Wikipedia Data Analysis

1. Overview
2. The data
3. Your task
4. Parts 1 and 2
5. Additional details
6. Design and style
7. The last point
8. Submit your work
9. Important note regarding QRE

This is a pair programming assignment. If you are working in a pair, this means that you and your partner should be doing the entirety of this assignment side-by-side, on a single computer, where one person is "driving" and the other is "navigating." Set a timer to swap every 15 minutes. You can choose your favorite from this online timer page. Make sure your sound volume is audible, but not so loud to disturb the people around you.

If you are working in a pair, only one of you needs to submit your work via Moodle. That said, you should both have a copy of your work in case you want it someday, so make sure that both of you have copies of it; you can email it or use some other mechanism to transfer it.

We will use anonymous grading on Moodle, which means that the grader won't see your name until after the grading is done. This is an easy way to help add an extra element of fairness to the grading. Therefore, make sure your name doesn't appear on your actual submission. When you submit via Moodle, it will know you are. Thanks!

1 Overview

Wikipedia is an amazing and bizarre community-driven project where anyone can make edits to almost any article. If you haven't ever tried to edit a Wikipedia article before, you should do so – it's fun and interesting.

Wikipedia seems to have become the default and free encyclopedia of the world. This is amazingly cool, but also scary considering some of the flaws present in Wikipedia. There are dramatic inequities amongst the Wikipedia contributor community, and in the choices that they make. One example in particular is that only 9-13% of contributors to Wikipedia identify as women. Is this a problem? Some might argue that the gender of an author doesn't matter if the content is well-balanced. Is it?

For this project, you'll reproduce research I was involved in that looked at English Wikipedia articles of interest to contributors who identified as female and contributors who identified as men, and compared the lengths of those articles. (The data we had access to, unfortunately, did not have other non-binary gender options for people to select. Our work is admittedly incomplete regarding that matter, but the results are still worthwhile for what we were able to study.) Why is Wikipedia article length important? Other research has shown that article length correlates with article quality¹^,². While it is not a perfect predictor, using the length of an article is a good proxy for estimating how good an article is.

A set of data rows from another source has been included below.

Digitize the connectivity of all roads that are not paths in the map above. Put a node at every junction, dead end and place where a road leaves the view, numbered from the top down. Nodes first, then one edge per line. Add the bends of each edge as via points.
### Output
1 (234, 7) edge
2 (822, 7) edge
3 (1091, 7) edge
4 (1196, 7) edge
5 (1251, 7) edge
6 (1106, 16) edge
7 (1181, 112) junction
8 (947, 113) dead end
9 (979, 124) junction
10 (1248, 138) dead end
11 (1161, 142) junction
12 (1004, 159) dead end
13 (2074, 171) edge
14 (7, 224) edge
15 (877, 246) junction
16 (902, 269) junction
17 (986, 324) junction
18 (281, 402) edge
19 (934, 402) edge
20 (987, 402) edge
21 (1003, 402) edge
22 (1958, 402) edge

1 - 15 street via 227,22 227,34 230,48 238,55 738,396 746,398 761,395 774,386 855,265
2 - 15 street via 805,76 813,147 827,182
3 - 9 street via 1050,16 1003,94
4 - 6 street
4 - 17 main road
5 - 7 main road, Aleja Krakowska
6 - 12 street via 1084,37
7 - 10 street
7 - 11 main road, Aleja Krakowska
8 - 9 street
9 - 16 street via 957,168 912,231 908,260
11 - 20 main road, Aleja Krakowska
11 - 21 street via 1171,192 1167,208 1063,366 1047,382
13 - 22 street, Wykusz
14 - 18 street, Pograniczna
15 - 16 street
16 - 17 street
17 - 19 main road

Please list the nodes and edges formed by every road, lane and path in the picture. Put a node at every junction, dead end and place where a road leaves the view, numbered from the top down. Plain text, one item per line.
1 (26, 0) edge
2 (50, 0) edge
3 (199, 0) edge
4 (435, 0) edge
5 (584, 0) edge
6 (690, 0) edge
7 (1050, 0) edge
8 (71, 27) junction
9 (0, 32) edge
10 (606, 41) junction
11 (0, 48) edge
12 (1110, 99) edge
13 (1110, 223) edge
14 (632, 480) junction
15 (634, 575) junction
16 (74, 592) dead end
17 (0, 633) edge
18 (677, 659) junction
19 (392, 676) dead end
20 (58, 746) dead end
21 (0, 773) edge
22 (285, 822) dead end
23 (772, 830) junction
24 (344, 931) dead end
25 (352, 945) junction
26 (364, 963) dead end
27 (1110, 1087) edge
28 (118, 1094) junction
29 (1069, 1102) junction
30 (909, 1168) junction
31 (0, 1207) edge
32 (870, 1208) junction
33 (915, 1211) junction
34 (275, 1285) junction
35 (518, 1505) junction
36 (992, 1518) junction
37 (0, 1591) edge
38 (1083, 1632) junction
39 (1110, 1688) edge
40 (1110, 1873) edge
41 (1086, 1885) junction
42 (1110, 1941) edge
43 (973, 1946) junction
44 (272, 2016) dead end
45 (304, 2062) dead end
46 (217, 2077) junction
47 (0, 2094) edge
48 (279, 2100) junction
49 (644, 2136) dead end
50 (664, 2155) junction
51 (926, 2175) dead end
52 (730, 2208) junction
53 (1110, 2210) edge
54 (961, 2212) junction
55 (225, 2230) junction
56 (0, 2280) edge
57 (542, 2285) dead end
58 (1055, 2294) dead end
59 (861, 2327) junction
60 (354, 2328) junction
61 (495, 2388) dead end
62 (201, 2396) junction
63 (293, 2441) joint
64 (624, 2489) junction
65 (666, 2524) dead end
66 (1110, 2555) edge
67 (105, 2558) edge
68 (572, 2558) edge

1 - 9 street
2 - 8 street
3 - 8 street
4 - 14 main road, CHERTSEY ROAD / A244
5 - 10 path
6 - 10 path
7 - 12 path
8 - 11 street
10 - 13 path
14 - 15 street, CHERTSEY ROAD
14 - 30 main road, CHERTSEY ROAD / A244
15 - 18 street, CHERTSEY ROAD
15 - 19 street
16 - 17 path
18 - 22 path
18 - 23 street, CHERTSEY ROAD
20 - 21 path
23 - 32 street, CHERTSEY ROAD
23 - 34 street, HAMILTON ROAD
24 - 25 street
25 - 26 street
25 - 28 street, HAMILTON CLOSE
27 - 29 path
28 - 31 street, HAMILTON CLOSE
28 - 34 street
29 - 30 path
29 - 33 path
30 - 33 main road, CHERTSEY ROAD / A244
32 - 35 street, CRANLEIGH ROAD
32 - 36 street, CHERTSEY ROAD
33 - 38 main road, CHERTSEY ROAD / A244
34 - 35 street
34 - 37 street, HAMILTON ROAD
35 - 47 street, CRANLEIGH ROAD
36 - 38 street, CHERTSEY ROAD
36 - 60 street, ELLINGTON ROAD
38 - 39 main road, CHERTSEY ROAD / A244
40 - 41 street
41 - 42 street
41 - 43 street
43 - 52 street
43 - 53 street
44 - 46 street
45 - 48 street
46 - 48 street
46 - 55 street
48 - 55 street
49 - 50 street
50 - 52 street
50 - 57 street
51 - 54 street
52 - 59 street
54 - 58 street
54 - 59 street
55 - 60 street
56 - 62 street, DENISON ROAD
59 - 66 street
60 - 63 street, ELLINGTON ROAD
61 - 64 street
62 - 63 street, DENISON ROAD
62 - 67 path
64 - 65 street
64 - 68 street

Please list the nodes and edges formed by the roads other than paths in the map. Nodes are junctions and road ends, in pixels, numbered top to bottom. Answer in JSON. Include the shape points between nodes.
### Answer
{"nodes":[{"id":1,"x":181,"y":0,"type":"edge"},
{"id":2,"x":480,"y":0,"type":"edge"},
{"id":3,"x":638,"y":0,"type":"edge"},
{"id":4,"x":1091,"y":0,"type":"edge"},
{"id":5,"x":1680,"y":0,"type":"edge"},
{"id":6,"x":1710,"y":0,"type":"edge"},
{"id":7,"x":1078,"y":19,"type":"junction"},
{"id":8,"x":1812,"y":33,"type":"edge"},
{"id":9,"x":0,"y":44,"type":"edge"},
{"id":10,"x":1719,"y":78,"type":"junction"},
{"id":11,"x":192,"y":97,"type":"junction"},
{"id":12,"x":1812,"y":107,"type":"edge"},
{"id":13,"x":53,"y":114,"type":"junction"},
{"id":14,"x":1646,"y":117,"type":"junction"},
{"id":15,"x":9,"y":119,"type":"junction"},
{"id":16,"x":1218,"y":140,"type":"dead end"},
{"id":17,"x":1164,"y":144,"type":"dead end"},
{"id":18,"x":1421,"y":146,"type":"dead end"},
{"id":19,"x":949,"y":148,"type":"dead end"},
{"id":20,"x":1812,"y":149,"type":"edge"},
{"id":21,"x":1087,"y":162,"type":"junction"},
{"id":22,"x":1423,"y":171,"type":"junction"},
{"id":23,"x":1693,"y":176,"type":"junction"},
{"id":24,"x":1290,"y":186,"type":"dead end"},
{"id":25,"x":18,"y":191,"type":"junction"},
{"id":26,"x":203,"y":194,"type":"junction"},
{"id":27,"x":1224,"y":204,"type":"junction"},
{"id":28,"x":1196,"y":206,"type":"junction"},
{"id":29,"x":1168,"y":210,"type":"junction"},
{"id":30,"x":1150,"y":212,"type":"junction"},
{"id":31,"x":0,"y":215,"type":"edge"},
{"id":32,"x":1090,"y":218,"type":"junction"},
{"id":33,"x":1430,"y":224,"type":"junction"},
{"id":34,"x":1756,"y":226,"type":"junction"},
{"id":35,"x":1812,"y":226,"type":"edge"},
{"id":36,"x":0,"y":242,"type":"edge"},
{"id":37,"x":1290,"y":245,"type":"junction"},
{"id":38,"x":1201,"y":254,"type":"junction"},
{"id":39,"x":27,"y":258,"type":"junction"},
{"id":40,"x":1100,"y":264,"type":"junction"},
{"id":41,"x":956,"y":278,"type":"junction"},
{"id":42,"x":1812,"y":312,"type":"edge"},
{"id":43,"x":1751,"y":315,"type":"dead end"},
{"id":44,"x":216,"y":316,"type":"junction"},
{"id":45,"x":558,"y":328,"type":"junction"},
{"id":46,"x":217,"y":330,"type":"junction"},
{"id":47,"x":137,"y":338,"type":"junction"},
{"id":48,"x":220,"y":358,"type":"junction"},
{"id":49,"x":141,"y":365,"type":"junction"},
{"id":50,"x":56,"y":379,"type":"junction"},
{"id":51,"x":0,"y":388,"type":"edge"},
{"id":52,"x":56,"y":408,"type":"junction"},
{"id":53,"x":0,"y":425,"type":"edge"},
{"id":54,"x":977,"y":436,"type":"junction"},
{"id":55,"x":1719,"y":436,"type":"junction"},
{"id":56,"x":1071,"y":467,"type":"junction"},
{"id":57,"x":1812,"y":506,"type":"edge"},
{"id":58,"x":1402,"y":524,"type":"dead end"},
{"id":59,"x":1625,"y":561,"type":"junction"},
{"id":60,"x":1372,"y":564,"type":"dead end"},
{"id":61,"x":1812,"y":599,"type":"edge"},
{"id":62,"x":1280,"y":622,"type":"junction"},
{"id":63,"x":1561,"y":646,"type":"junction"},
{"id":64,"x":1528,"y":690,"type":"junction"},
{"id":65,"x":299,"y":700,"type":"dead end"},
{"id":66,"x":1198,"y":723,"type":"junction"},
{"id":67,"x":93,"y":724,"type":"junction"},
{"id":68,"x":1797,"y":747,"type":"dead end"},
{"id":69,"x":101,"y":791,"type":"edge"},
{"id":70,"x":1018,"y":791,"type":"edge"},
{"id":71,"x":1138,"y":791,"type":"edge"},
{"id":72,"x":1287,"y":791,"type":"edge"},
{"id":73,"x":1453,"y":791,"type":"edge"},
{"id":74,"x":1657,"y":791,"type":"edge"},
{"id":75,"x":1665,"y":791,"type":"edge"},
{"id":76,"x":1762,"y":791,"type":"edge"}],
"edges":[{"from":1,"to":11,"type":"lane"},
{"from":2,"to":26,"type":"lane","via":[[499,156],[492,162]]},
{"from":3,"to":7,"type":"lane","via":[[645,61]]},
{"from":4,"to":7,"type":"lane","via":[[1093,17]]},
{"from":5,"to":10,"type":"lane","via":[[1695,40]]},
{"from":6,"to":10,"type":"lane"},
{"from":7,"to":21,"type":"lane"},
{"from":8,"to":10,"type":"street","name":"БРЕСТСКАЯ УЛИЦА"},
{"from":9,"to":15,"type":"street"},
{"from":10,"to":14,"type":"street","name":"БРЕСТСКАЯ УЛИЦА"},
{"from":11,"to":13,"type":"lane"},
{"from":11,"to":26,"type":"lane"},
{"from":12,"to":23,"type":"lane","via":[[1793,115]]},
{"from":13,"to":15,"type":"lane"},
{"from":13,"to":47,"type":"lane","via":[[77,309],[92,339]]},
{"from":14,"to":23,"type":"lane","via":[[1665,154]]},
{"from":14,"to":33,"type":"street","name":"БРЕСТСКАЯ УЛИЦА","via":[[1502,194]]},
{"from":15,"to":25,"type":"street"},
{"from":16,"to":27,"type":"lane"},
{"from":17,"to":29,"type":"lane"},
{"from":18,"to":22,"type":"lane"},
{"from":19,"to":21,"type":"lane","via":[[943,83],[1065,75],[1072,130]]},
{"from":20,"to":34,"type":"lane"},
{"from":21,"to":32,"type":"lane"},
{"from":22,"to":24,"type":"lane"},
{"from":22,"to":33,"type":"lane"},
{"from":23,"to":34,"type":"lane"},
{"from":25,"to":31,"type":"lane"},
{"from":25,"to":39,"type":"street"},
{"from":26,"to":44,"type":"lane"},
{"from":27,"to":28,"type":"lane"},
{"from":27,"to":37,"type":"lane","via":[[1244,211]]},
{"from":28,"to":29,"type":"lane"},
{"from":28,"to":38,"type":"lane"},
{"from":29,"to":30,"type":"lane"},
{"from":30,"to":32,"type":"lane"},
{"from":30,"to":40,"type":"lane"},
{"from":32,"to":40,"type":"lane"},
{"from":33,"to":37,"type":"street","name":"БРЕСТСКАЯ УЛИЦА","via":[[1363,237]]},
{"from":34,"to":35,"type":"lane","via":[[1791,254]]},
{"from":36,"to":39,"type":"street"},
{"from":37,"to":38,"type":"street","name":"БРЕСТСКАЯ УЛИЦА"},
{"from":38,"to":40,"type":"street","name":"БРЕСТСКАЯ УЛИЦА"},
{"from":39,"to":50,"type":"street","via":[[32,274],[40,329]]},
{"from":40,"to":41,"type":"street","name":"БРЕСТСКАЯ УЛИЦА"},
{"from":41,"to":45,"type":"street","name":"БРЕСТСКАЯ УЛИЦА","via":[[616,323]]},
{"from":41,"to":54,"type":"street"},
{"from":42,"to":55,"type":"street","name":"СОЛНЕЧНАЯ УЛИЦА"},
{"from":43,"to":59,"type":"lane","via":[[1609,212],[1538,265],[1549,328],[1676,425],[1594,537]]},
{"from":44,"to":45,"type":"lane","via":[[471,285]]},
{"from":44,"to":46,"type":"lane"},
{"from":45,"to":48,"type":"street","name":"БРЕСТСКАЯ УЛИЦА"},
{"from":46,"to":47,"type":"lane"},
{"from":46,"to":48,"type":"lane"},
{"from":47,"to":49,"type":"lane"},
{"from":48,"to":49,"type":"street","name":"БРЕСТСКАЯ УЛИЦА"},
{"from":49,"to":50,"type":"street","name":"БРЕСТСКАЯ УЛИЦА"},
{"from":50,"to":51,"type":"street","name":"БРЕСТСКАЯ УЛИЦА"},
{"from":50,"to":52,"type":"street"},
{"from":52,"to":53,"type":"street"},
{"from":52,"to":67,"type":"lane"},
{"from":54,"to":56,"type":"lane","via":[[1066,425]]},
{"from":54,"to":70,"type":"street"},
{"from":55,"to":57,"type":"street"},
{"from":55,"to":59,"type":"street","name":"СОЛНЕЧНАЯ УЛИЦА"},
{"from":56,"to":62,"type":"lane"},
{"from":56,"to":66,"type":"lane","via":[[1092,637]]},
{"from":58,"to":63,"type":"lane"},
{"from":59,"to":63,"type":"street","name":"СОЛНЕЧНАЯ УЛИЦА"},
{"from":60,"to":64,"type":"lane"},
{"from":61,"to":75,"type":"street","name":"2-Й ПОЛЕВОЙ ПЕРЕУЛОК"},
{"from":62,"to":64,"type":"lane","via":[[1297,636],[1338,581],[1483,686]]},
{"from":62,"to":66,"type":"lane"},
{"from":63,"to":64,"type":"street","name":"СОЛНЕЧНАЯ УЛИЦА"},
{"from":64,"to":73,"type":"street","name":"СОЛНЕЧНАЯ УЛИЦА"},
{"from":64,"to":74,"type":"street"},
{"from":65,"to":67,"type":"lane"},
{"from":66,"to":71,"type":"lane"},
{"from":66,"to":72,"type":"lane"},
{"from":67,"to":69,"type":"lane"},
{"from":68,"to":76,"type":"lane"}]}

More specifically, for this project, you will attempt to determine if Wikipedia articles of interest to people who identify as male and female are of considerably different lengths.

2 The data

Determining the (approximate) length of a Wikipedia article is easy. That will be the last step of the work that you do. The challenging part is to determine which articles are more interesting to people who identify with a particular gender in a systematic and reproducible way. The obvious thing to do is to get this data from Wikipedia somehow, except that this is hard. Most Wikipedia editors did not historically supply their gender (this info in a user profile is optional), so there may be a strong "self-selection" bias amonst those who supply gender info and those who do not.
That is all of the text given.